2.4.2.3.2 Downwind occasions
When the component bracket is compressed with a longer length than the cross-sectional width, the probability of bending failure is higher than compression failure. This is called buckling of the column, and the load at this time is called buckling load. The buckling load (Eulerian formula) is shown in formula 2-6:
Where is the buckling load; is the moment of inertia of the axial section; is the coefficient determined by the support conditions at both ends, and is 1 when the hinges at both ends are hinged; is the longitudinal elastic coefficient of the material; L is the axial length. The calculation process of the tensile and compressive strength of the front support is the same as that of the rear support.
3. Application prospects
The current international energy situation is relatively severe, and countries are striving to find new energy sources that can replace conventional fossil energy. In addition, the safety of nuclear power generation is questionable. Wind and hydropower are greatly affected by regions and seasons. However, solar energy is an inexhaustible and inexhaustible clean energy source that attracts attention and uses. With the widespread promotion and application of large-scale ground and rooftop solar photovoltaic systems around the world, solar photovoltaic power generation has become one of the indispensable sources of power generation in power supply. At the same time, in order to ensure the reliable, safe and stable operation of photovoltaic module systems, it must be required The various components of the solar module have good wind resistance, snow pressure resistance, and corrosion resistance. The solar photovoltaic module bracket installation designed in this paper not only meets the performance of wind resistance, snow pressure resistance, and corrosion resistance, but also can be fully suitable for ground matrix solar energy and rooftop solar energy systems. The solar photovoltaic module bracket has a good application prospect in future photovoltaic power generation applications.
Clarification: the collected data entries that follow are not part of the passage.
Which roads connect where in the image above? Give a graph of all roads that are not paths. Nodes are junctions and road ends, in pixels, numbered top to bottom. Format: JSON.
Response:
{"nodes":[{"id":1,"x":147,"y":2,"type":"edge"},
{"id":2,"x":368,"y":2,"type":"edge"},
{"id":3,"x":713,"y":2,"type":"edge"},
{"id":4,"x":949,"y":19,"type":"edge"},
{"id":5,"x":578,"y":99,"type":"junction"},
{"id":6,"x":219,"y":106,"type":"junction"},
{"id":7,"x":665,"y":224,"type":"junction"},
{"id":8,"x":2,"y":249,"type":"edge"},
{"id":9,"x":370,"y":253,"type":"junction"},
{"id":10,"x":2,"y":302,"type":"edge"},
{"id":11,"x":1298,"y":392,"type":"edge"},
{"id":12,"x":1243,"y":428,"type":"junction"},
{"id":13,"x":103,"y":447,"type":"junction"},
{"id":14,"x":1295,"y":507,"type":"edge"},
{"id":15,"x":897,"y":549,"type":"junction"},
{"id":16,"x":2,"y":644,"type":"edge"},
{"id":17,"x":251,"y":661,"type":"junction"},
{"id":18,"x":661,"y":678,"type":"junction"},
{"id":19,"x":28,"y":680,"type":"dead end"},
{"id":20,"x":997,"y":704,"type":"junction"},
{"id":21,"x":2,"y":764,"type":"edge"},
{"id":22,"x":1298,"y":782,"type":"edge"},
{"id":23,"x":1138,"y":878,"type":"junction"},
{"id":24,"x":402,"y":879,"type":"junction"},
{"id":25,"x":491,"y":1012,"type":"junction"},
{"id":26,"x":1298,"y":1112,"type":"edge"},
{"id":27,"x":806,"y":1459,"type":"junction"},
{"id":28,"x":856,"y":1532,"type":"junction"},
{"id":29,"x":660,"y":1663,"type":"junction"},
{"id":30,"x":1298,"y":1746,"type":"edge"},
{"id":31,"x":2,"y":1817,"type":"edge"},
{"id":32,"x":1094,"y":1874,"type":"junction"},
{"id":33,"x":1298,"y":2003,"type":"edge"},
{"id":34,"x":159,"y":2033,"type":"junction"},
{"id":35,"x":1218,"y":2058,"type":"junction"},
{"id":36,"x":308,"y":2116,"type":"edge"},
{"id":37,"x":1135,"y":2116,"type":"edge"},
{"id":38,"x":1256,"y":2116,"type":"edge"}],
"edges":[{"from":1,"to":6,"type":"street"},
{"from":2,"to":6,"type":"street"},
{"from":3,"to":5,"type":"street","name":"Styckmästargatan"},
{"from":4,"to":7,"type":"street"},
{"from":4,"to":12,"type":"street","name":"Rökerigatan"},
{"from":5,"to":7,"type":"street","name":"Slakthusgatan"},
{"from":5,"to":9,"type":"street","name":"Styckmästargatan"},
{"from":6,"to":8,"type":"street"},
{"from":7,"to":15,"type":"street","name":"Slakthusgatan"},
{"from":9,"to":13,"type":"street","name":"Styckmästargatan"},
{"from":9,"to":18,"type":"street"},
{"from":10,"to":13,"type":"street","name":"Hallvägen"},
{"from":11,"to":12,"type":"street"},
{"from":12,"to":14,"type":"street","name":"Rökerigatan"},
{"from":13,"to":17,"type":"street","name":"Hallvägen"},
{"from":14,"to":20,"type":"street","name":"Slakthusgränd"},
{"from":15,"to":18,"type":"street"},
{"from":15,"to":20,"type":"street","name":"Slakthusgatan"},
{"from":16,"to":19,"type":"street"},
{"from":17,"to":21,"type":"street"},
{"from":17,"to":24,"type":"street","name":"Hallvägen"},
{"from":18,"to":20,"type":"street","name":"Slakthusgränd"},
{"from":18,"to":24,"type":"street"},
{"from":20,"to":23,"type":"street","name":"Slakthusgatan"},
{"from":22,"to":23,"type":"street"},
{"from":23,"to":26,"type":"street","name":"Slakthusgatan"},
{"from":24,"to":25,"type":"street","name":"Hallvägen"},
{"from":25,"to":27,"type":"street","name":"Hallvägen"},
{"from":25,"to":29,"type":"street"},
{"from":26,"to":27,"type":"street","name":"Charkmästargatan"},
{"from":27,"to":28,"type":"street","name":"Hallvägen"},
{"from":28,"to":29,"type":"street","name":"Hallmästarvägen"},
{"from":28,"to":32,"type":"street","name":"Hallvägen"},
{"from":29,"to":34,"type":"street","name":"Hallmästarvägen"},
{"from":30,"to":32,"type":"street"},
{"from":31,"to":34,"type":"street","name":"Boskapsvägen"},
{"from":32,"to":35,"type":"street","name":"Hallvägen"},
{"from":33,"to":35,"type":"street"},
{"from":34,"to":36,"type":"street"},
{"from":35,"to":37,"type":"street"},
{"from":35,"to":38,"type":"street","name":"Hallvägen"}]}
Based on the shortcomings of conventional solar photovoltaic module brackets and combined with the characteristics of solar power generation, this paper designs a new type of solar photovoltaic module bracket. The unique design structure of the photovoltaic module allows the module to be adjustable in angle according to different regions, so as to make full use of the local solar energy resources and achieve the maximum power generation efficiency of the solar module. At the same time, the detailed analysis and practice of the photovoltaic module connection method, material selection and support load force analysis make it have good physical properties such as earthquake resistance, wind resistance, snow pressure resistance, and corrosion resistance, so that photovoltaic modules can be used in A wider geographical area.